7 Troubleshooting Policy Control Function

This section provides information to troubleshoot the common error which can be encountered during the installation and upgrade of Policy Control Function.

If helm install command Fails

This section covers the reasons and troubleshooting procedures if the helm install command fails.

Reasons for helm install failure:
  • Chart syntax issue [This issue could be shown in the few seconds]

    Please resolve the chart specific things and rerun the helm install command, because in this case, no hooks should have begun.

  • Most possible reason [TIMEOUT]

    If any job stuck in a pending/error state and not able to execute, it will result in the timeout after 5 minutes. As default timeout for helm command is "5 minutes". In this case, we have to follow the below steps to troubleshoot.

  • helm install command failed in case of duplicated chart
    helm install /home/cloud-user/pcf_1.6.0/sprint3.1/ocpcf-1.6.0-sprint.3.1.tgz --name ocpcf2 --namespace ocpcf2 -f cust-ashish.yaml
    Error: release ocpcf2 failed: configmaps "perfinfo-config-ocpcf2" already exists
    Here, configmap 'perfinfo-config-ocpcf2' exists multiple times, while creating Kubernetes objects after pre-upgrade hooks, this will be failed. In this case also please go through the below troubleshooting steps.
    Troubleshooting steps:
    1. Execute the below command to cleanup the databases created by the helm install command :
      
      DROP DATABASE IF EXISTS `pcf_smservice`;
      DROP DATABASE IF EXISTS `pcf_amservice`;
      DROP DATABASE IF EXISTS `pcf_userservice`;
      DROP DATABASE IF EXISTS `ocpm_config_server`;
      DROP DATABASE IF EXISTS `oc5g_audit_service`;
      DROP DATABASE IF EXISTS `pcf_release`;
    2. Execute the below command to get kubernetes objects:
      kubectl get all -n <release_namespace>
      This gives a detailed overview of which objects are stuck or in a failed state.
    3. Execute the below command to delete all kubernetes objects:
      kubectl delete all --all -n <release_namespace>
    4. Execute the below command :
      helm ls --all
      If this is in a failed state, please purge the namespace using the command
      helm delete --purge <release_namespace>

      Note:

      If the execution of this command is taking more time, run the below command parallelly in another session to clear all the delete jobs.
      while true; do kubectl delete jobs --all -n <release_namespace>; sleep 5;done
      Monitor the below command:
      helm delete --purge <release_namespace>
      Once that is succeeded, press "ctrl+c" to stop the above script.
    5. After the database cleanup, run the helm install command.

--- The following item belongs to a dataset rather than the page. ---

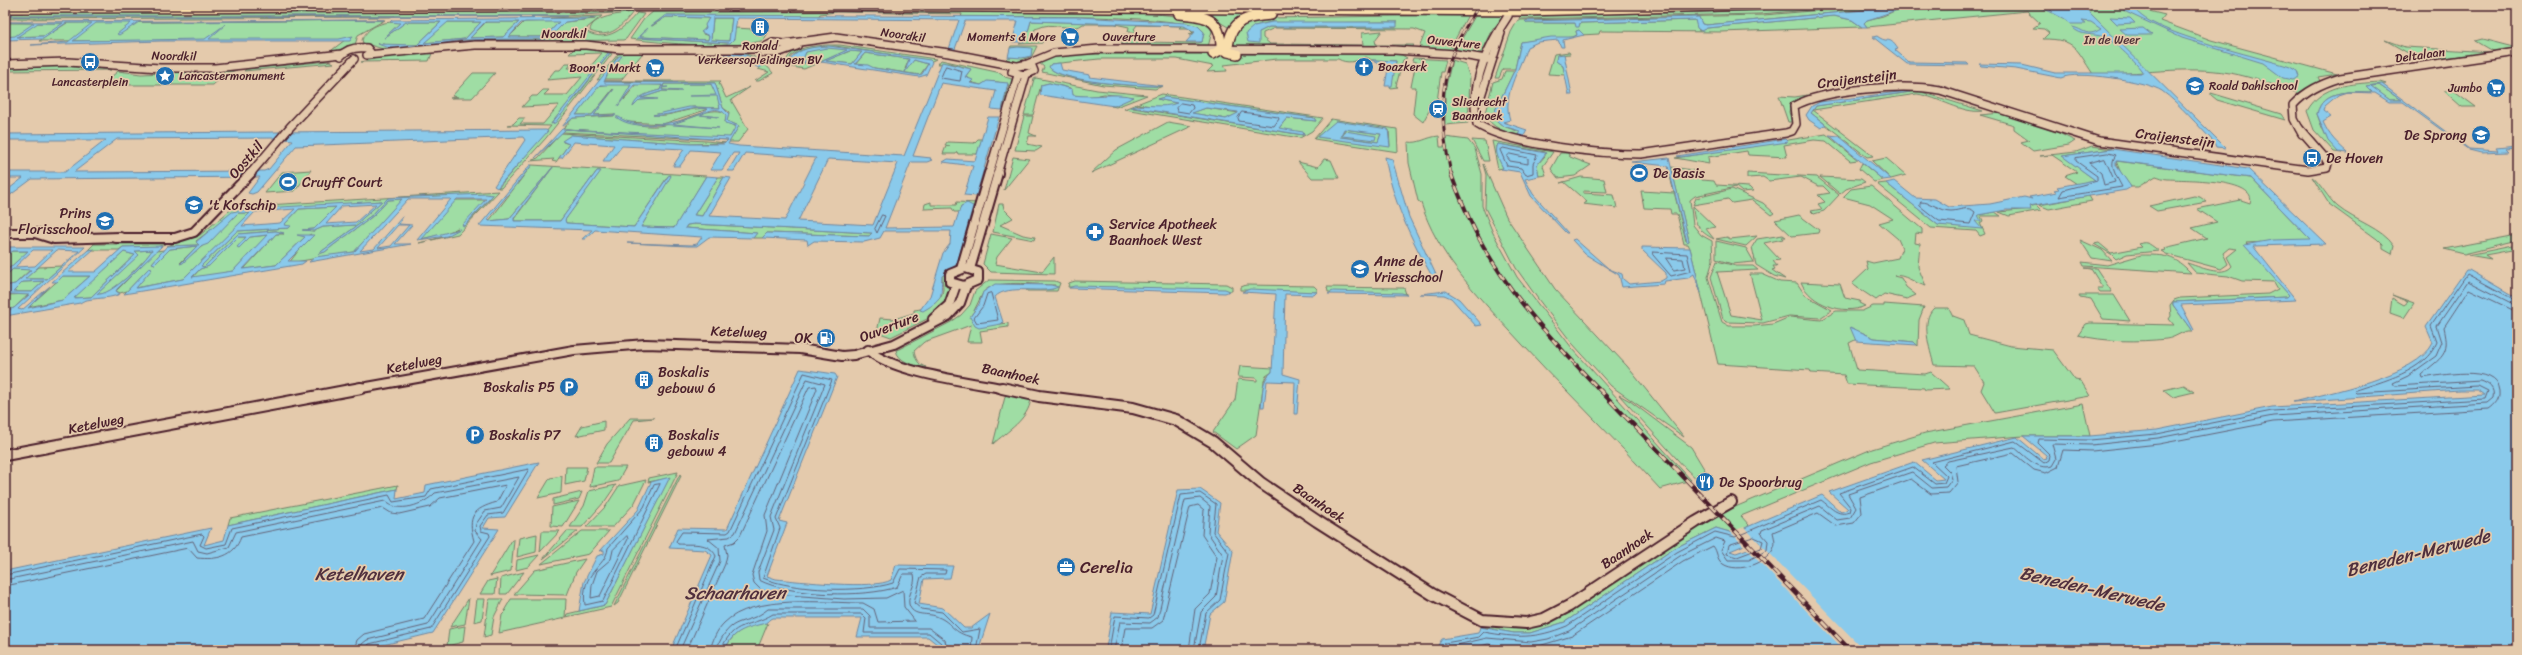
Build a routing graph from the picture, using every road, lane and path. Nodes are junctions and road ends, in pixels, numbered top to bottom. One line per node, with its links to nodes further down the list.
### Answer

If helm upgrade command Fails

This section covers the reasons and troubleshooting procedures if the helm upgrade command fails.

Reasons for helm upgrade failure:
  • Chart syntax issue [This issue could be shown in the few seconds]

    Please resolve the chart specific things and rerun the helm upgrade command, because in this case, no hooks should have begun.

  • Most possible reason [TIMEOUT]

    If any job stuck in a pending/error state and not able to execute, it will result in the timeout after 5 minutes. As default timeout for helm command is "5 minutes". In this case, we have to follow the below steps to troubleshoot.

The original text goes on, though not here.